EXERCISE REQUIREMENTS.
Take each line of the entries below that contains "mouth" and copy it.

MATERIAL FOR THIS EXERCISE.
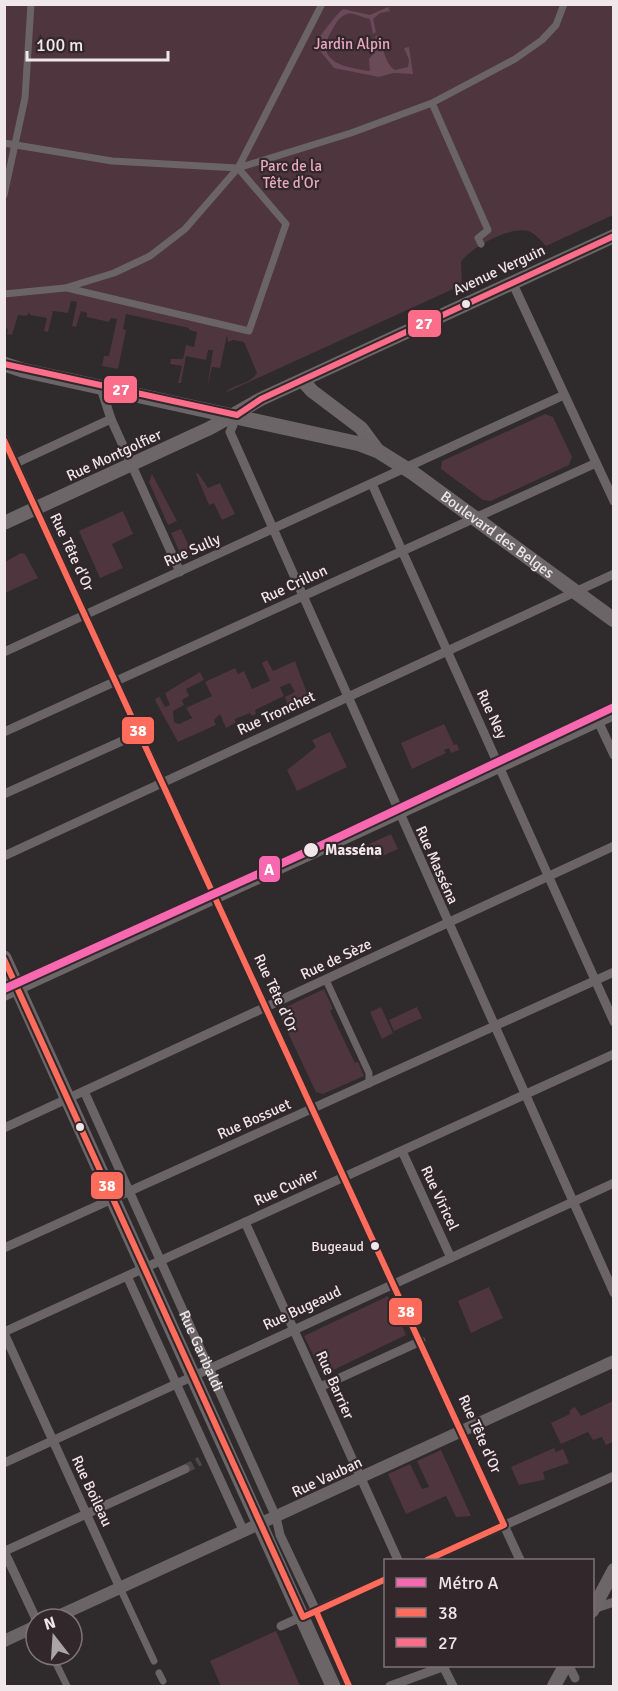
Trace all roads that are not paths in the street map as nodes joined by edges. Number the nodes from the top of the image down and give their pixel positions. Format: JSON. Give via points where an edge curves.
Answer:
{"nodes":[{"id":1,"x":31,"y":4,"type":"edge"},
{"id":2,"x":322,"y":4,"type":"edge"},
{"id":3,"x":564,"y":4,"type":"edge"},
{"id":4,"x":432,"y":103,"type":"junction"},
{"id":5,"x":4,"y":143,"type":"edge"},
{"id":6,"x":16,"y":145,"type":"junction"},
{"id":7,"x":238,"y":168,"type":"junction"},
{"id":8,"x":4,"y":195,"type":"edge"},
{"id":9,"x":614,"y":236,"type":"edge"},
{"id":10,"x":481,"y":244,"type":"dead end"},
{"id":11,"x":512,"y":282,"type":"junction"},
{"id":12,"x":65,"y":288,"type":"junction"},
{"id":13,"x":4,"y":294,"type":"edge"},
{"id":14,"x":4,"y":364,"type":"edge"},
{"id":15,"x":302,"y":380,"type":"junction"},
{"id":16,"x":100,"y":385,"type":"junction"},
{"id":17,"x":564,"y":395,"type":"junction"},
{"id":18,"x":237,"y":415,"type":"junction"},
{"id":19,"x":111,"y":419,"type":"junction"},
{"id":20,"x":4,"y":439,"type":"edge"},
{"id":21,"x":378,"y":451,"type":"junction"},
{"id":22,"x":16,"y":463,"type":"junction"},
{"id":23,"x":596,"y":463,"type":"junction"},
{"id":24,"x":132,"y":465,"type":"junction"},
{"id":25,"x":406,"y":468,"type":"junction"},
{"id":26,"x":372,"y":484,"type":"junction"},
{"id":27,"x":614,"y":501,"type":"edge"},
{"id":28,"x":36,"y":509,"type":"junction"},
{"id":29,"x":475,"y":518,"type":"junction"},
{"id":30,"x":4,"y":524,"type":"edge"},
{"id":31,"x":272,"y":530,"type":"junction"},
{"id":32,"x":402,"y":551,"type":"junction"},
{"id":33,"x":180,"y":572,"type":"junction"},
{"id":34,"x":614,"y":574,"type":"edge"},
{"id":35,"x":567,"y":594,"type":"junction"},
{"id":36,"x":303,"y":596,"type":"junction"},
{"id":37,"x":85,"y":615,"type":"junction"},
{"id":38,"x":614,"y":620,"type":"edge"},
{"id":39,"x":4,"y":652,"type":"edge"},
{"id":40,"x":446,"y":652,"type":"junction"},
{"id":41,"x":116,"y":681,"type":"junction"},
{"id":42,"x":347,"y":697,"type":"junction"},
{"id":43,"x":614,"y":713,"type":"edge"},
{"id":44,"x":598,"y":721,"type":"junction"},
{"id":45,"x":4,"y":732,"type":"edge"},
{"id":46,"x":140,"y":733,"type":"junction"},
{"id":47,"x":614,"y":755,"type":"edge"},
{"id":48,"x":500,"y":767,"type":"junction"},
{"id":49,"x":163,"y":783,"type":"junction"},
{"id":50,"x":4,"y":794,"type":"edge"},
{"id":51,"x":398,"y":813,"type":"junction"},
{"id":52,"x":614,"y":846,"type":"edge"},
{"id":53,"x":4,"y":856,"type":"edge"},
{"id":54,"x":548,"y":878,"type":"junction"},
{"id":55,"x":216,"y":897,"type":"junction"},
{"id":56,"x":447,"y":925,"type":"junction"},
{"id":57,"x":4,"y":958,"type":"edge"},
{"id":58,"x":614,"y":972,"type":"edge"},
{"id":59,"x":326,"y":980,"type":"junction"},
{"id":60,"x":595,"y":980,"type":"junction"},
{"id":61,"x":11,"y":991,"type":"edge"},
{"id":62,"x":266,"y":1008,"type":"junction"},
{"id":63,"x":614,"y":1022,"type":"edge"},
{"id":64,"x":495,"y":1027,"type":"junction"},
{"id":65,"x":614,"y":1054,"type":"edge"},
{"id":66,"x":369,"y":1084,"type":"junction"},
{"id":67,"x":84,"y":1091,"type":"junction"},
{"id":68,"x":524,"y":1094,"type":"junction"},
{"id":69,"x":68,"y":1098,"type":"junction"},
{"id":70,"x":313,"y":1109,"type":"junction"},
{"id":71,"x":4,"y":1128,"type":"edge"},
{"id":72,"x":402,"y":1151,"type":"junction"},
{"id":73,"x":345,"y":1176,"type":"junction"},
{"id":74,"x":614,"y":1183,"type":"edge"},
{"id":75,"x":129,"y":1192,"type":"junction"},
{"id":76,"x":113,"y":1199,"type":"junction"},
{"id":77,"x":573,"y":1202,"type":"junction"},
{"id":78,"x":245,"y":1222,"type":"junction"},
{"id":79,"x":4,"y":1248,"type":"edge"},
{"id":80,"x":451,"y":1258,"type":"junction"},
{"id":81,"x":160,"y":1261,"type":"junction"},
{"id":82,"x":145,"y":1268,"type":"junction"},
{"id":83,"x":127,"y":1276,"type":"junction"},
{"id":84,"x":394,"y":1283,"type":"junction"},
{"id":85,"x":614,"y":1293,"type":"edge"},
{"id":86,"x":294,"y":1329,"type":"junction"},
{"id":87,"x":4,"y":1333,"type":"edge"},
{"id":88,"x":421,"y":1341,"type":"junction"},
{"id":89,"x":614,"y":1361,"type":"edge"},
{"id":90,"x":208,"y":1368,"type":"junction"},
{"id":91,"x":194,"y":1375,"type":"junction"},
{"id":92,"x":177,"y":1382,"type":"junction"},
{"id":93,"x":320,"y":1388,"type":"junction"},
{"id":94,"x":462,"y":1431,"type":"junction"},
{"id":95,"x":52,"y":1441,"type":"junction"},
{"id":96,"x":209,"y":1457,"type":"junction"},
{"id":97,"x":200,"y":1461,"type":"tunnel mouth"},
{"id":98,"x":4,"y":1462,"type":"edge"},
{"id":99,"x":185,"y":1468,"type":"tunnel mouth"},
{"id":100,"x":614,"y":1476,"type":"edge"},
{"id":101,"x":361,"y":1477,"type":"junction"},
{"id":102,"x":86,"y":1514,"type":"junction"},
{"id":103,"x":276,"y":1517,"type":"junction"},
{"id":104,"x":261,"y":1524,"type":"junction"},
{"id":105,"x":504,"y":1525,"type":"junction"},
{"id":106,"x":244,"y":1532,"type":"junction"},
{"id":107,"x":5,"y":1551,"type":"edge"},
{"id":108,"x":398,"y":1559,"type":"edge"},
{"id":109,"x":429,"y":1559,"type":"edge"},
{"id":110,"x":520,"y":1559,"type":"edge"},
{"id":111,"x":613,"y":1575,"type":"edge"},
{"id":112,"x":384,"y":1580,"type":"edge"},
{"id":113,"x":121,"y":1590,"type":"junction"},
{"id":114,"x":614,"y":1602,"type":"edge"},
{"id":115,"x":31,"y":1607,"type":"edge"},
{"id":116,"x":81,"y":1607,"type":"edge"},
{"id":117,"x":594,"y":1608,"type":"edge"},
{"id":118,"x":594,"y":1610,"type":"edge"},
{"id":119,"x":309,"y":1614,"type":"junction"},
{"id":120,"x":281,"y":1626,"type":"dead end"},
{"id":121,"x":24,"y":1632,"type":"edge"},
{"id":122,"x":4,"y":1641,"type":"edge"},
{"id":123,"x":154,"y":1661,"type":"dead end"},
{"id":124,"x":58,"y":1667,"type":"edge"},
{"id":125,"x":441,"y":1667,"type":"edge"},
{"id":126,"x":444,"y":1667,"type":"edge"},
{"id":127,"x":566,"y":1667,"type":"edge"},
{"id":128,"x":568,"y":1667,"type":"edge"},
{"id":129,"x":159,"y":1673,"type":"dead end"},
{"id":130,"x":575,"y":1678,"type":"dead end"},
{"id":131,"x":163,"y":1681,"type":"dead end"},
{"id":132,"x":67,"y":1686,"type":"edge"},
{"id":133,"x":333,"y":1686,"type":"edge"},
{"id":134,"x":390,"y":1686,"type":"edge"},
{"id":135,"x":453,"y":1686,"type":"edge"},
{"id":136,"x":554,"y":1686,"type":"edge"}],
"edges":[{"from":1,"to":6,"type":"street","via":[[25,99]]},
{"from":2,"to":7,"type":"street"},
{"from":3,"to":4,"type":"street","via":[[556,25],[542,40],[515,59]]},
{"from":4,"to":7,"type":"street"},
{"from":4,"to":10,"type":"street","via":[[488,231],[478,238]]},
{"from":5,"to":6,"type":"street"},
{"from":6,"to":7,"type":"street","via":[[112,161]]},
{"from":6,"to":8,"type":"street"},
{"from":7,"to":12,"type":"street","via":[[192,222],[150,256],[114,273]]},
{"from":7,"to":12,"type":"street","via":[[286,224],[249,331]]},
{"from":9,"to":11,"type":"main road","name":"Avenue Verguin"},
{"from":11,"to":15,"type":"main road","name":"Avenue Verguin"},
{"from":11,"to":17,"type":"street"},
{"from":12,"to":13,"type":"street"},
{"from":14,"to":16,"type":"main road","name":"Boulevard des Belges"},
{"from":15,"to":18,"type":"main road","name":"Avenue Verguin"},
{"from":15,"to":21,"type":"main road","name":"Boulevard des Belges","via":[[361,428]]},
{"from":16,"to":18,"type":"main road","name":"Boulevard des Belges"},
{"from":16,"to":19,"type":"street"},
{"from":17,"to":23,"type":"street"},
{"from":17,"to":25,"type":"street"},
{"from":18,"to":21,"type":"main road","name":"Boulevard des Belges"},
{"from":18,"to":24,"type":"main road","name":"Rue Montgolfier"},
{"from":18,"to":31,"type":"street","name":"Rue Masséna","via":[[230,432]]},
{"from":19,"to":22,"type":"street"},
{"from":19,"to":24,"type":"street"},
{"from":20,"to":22,"type":"street","name":"Rue Tête d'Or"},
{"from":21,"to":25,"type":"main road","name":"Boulevard des Belges"},
{"from":22,"to":28,"type":"street","name":"Rue Tête d'Or"},
{"from":23,"to":27,"type":"street"},
{"from":23,"to":29,"type":"street","name":"Rue Crillon"},
{"from":24,"to":28,"type":"main road","name":"Rue Montgolfier"},
{"from":24,"to":33,"type":"street"},
{"from":25,"to":26,"type":"street","name":"Rue Sully"},
{"from":25,"to":29,"type":"main road","name":"Boulevard des Belges"},
{"from":26,"to":31,"type":"street","name":"Rue Sully"},
{"from":26,"to":32,"type":"street","name":"Rue Ney"},
{"from":28,"to":30,"type":"main road","name":"Rue Montgolfier"},
{"from":28,"to":37,"type":"street","name":"Rue Tête d'Or"},
{"from":29,"to":32,"type":"street","name":"Rue Crillon"},
{"from":29,"to":35,"type":"main road","name":"Boulevard des Belges"},
{"from":31,"to":33,"type":"street","name":"Rue Sully"},
{"from":31,"to":36,"type":"street","name":"Rue Masséna"},
{"from":32,"to":36,"type":"street","name":"Rue Crillon"},
{"from":32,"to":40,"type":"street","name":"Rue Ney"},
{"from":33,"to":37,"type":"street","name":"Rue Sully"},
{"from":34,"to":35,"type":"street","name":"Rue Tronchet"},
{"from":35,"to":38,"type":"main road","name":"Boulevard des Belges"},
{"from":35,"to":40,"type":"street","name":"Rue Tronchet"},
{"from":36,"to":41,"type":"street","name":"Rue Crillon"},
{"from":36,"to":42,"type":"street","name":"Rue Masséna"},
{"from":37,"to":39,"type":"street","name":"Rue Sully"},
{"from":37,"to":41,"type":"street","name":"Rue Tête d'Or"},
{"from":40,"to":42,"type":"street","name":"Rue Tronchet"},
{"from":40,"to":48,"type":"street","name":"Rue Ney"},
{"from":41,"to":45,"type":"street","name":"Rue Crillon"},
{"from":41,"to":46,"type":"street","name":"Rue Tête d'Or"},
{"from":42,"to":49,"type":"street","name":"Rue Tronchet"},
{"from":42,"to":51,"type":"street","name":"Rue Masséna"},
{"from":43,"to":44,"type":"main road"},
{"from":44,"to":47,"type":"street"},
{"from":44,"to":48,"type":"main road"},
{"from":46,"to":49,"type":"street","name":"Rue Tête d'Or"},
{"from":46,"to":50,"type":"street"},
{"from":48,"to":51,"type":"main road"},
{"from":48,"to":54,"type":"street","name":"Rue Ney"},
{"from":49,"to":53,"type":"street","name":"Rue Tronchet"},
{"from":49,"to":55,"type":"street","name":"Rue Tête d'Or"},
{"from":51,"to":55,"type":"main road"},
{"from":51,"to":56,"type":"street","name":"Rue Masséna"},
{"from":52,"to":54,"type":"street","name":"Rue de Sèze"},
{"from":54,"to":56,"type":"street","name":"Rue de Sèze"},
{"from":54,"to":60,"type":"street","name":"Rue Ney"},
{"from":55,"to":61,"type":"main road"},
{"from":55,"to":62,"type":"street","name":"Rue Tête d'Or"},
{"from":56,"to":59,"type":"street","name":"Rue de Sèze"},
{"from":56,"to":64,"type":"street","name":"Rue Masséna"},
{"from":57,"to":61,"type":"main road","name":"Rue Garibaldi"},
{"from":58,"to":60,"type":"street","name":"Rue Bossuet"},
{"from":59,"to":62,"type":"street","name":"Rue de Sèze"},
{"from":59,"to":66,"type":"street","via":[[369,1073]]},
{"from":60,"to":63,"type":"street","name":"Rue Ney"},
{"from":60,"to":64,"type":"street","name":"Rue Bossuet"},
{"from":61,"to":69,"type":"main road","name":"Rue Garibaldi"},
{"from":62,"to":67,"type":"street","name":"Rue de Sèze"},
{"from":62,"to":70,"type":"street","name":"Rue Tête d'Or"},
{"from":64,"to":66,"type":"street","name":"Rue Bossuet"},
{"from":64,"to":68,"type":"street","name":"Rue Masséna"},
{"from":65,"to":68,"type":"street","name":"Rue Cuvier"},
{"from":66,"to":70,"type":"street","name":"Rue Bossuet"},
{"from":67,"to":69,"type":"street","name":"Rue de Sèze"},
{"from":67,"to":75,"type":"street","name":"Rue Garibaldi"},
{"from":68,"to":72,"type":"street","name":"Rue Cuvier"},
{"from":68,"to":77,"type":"street","name":"Rue Masséna"},
{"from":69,"to":71,"type":"street","name":"Rue de Sèze"},
{"from":69,"to":76,"type":"main road","name":"Rue Garibaldi"},
{"from":70,"to":73,"type":"street","name":"Rue Tête d'Or"},
{"from":70,"to":75,"type":"street","name":"Rue Bossuet"},
{"from":72,"to":73,"type":"street","name":"Rue Cuvier"},
{"from":72,"to":80,"type":"street","name":"Rue Viricel"},
{"from":73,"to":78,"type":"street","name":"Rue Cuvier"},
{"from":73,"to":84,"type":"street","name":"Rue Tête d'Or"},
{"from":74,"to":77,"type":"street","name":"Rue Bugeaud"},
{"from":75,"to":76,"type":"street","name":"Rue Bossuet"},
{"from":75,"to":81,"type":"street","name":"Rue Garibaldi"},
{"from":76,"to":79,"type":"street","name":"Rue Bossuet"},
{"from":76,"to":82,"type":"main road","name":"Rue Garibaldi"},
{"from":77,"to":80,"type":"street","name":"Rue Bugeaud"},
{"from":77,"to":85,"type":"street","name":"Rue Masséna"},
{"from":78,"to":81,"type":"street","name":"Rue Cuvier"},
{"from":78,"to":86,"type":"street","name":"Rue Barrier"},
{"from":80,"to":84,"type":"street","name":"Rue Bugeaud"},
{"from":81,"to":82,"type":"street","name":"Rue Cuvier"},
{"from":81,"to":90,"type":"street","name":"Rue Garibaldi"},
{"from":82,"to":83,"type":"street","name":"Rue Cuvier"},
{"from":82,"to":91,"type":"main road","name":"Rue Garibaldi"},
{"from":83,"to":87,"type":"street","name":"Rue Cuvier"},
{"from":83,"to":92,"type":"street"},
{"from":84,"to":86,"type":"street","name":"Rue Bugeaud"},
{"from":84,"to":88,"type":"street","name":"Rue Tête d'Or"},
{"from":86,"to":90,"type":"street","name":"Rue Bugeaud"},
{"from":86,"to":93,"type":"street","name":"Rue Barrier"},
{"from":87,"to":95,"type":"street","name":"Rue Boileau"},
{"from":88,"to":93,"type":"street"},
{"from":88,"to":94,"type":"street","name":"Rue Tête d'Or"},
{"from":89,"to":94,"type":"street","name":"Rue Vauban"},
{"from":90,"to":91,"type":"street","name":"Rue Bugeaud"},
{"from":90,"to":103,"type":"street","name":"Rue Garibaldi"},
{"from":91,"to":92,"type":"street","name":"Rue Bugeaud"},
{"from":91,"to":104,"type":"main road","name":"Rue Garibaldi"},
{"from":92,"to":95,"type":"street","name":"Rue Bugeaud"},
{"from":92,"to":96,"type":"street"},
{"from":93,"to":101,"type":"street","name":"Rue Barrier"},
{"from":94,"to":101,"type":"street","name":"Rue Vauban"},
{"from":94,"to":105,"type":"street","name":"Rue Tête d'Or"},
{"from":95,"to":98,"type":"street","name":"Rue Bugeaud"},
{"from":95,"to":102,"type":"street","name":"Rue Boileau"},
{"from":96,"to":97,"type":"street"},
{"from":96,"to":106,"type":"street"},
{"from":99,"to":102,"type":"street"},
{"from":100,"to":105,"type":"street"},
{"from":101,"to":103,"type":"street","name":"Rue Vauban"},
{"from":101,"to":108,"type":"street","name":"Rue Barrier"},
{"from":102,"to":107,"type":"street"},
{"from":102,"to":113,"type":"street","name":"Rue Boileau"},
{"from":103,"to":104,"type":"street","name":"Rue Vauban"},
{"from":103,"to":119,"type":"street","name":"Rue Garibaldi"},
{"from":104,"to":106,"type":"street","name":"Rue Vauban"},
{"from":104,"to":119,"type":"main road","name":"Rue Garibaldi"},
{"from":105,"to":109,"type":"street"},
{"from":105,"to":110,"type":"street","name":"Rue Tête d'Or"},
{"from":106,"to":113,"type":"street","name":"Rue Vauban"},
{"from":107,"to":115,"type":"street"},
{"from":111,"to":117,"type":"main road"},
{"from":112,"to":119,"type":"street"},
{"from":113,"to":116,"type":"street","name":"Rue Vauban"},
{"from":113,"to":123,"type":"street","name":"Rue Boileau"},
{"from":114,"to":118,"type":"street"},
{"from":119,"to":120,"type":"street"},
{"from":119,"to":133,"type":"main road","name":"Rue Garibaldi"},
{"from":121,"to":122,"type":"street"},
{"from":124,"to":132,"type":"street"},
{"from":125,"to":134,"type":"street"},
{"from":126,"to":135,"type":"street"},
{"from":127,"to":136,"type":"main road"},
{"from":128,"to":130,"type":"street"},
{"from":129,"to":131,"type":"street"}]}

EXPECTED ANSWER.
{"id":97,"x":200,"y":1461,"type":"tunnel mouth"},
{"id":99,"x":185,"y":1468,"type":"tunnel mouth"},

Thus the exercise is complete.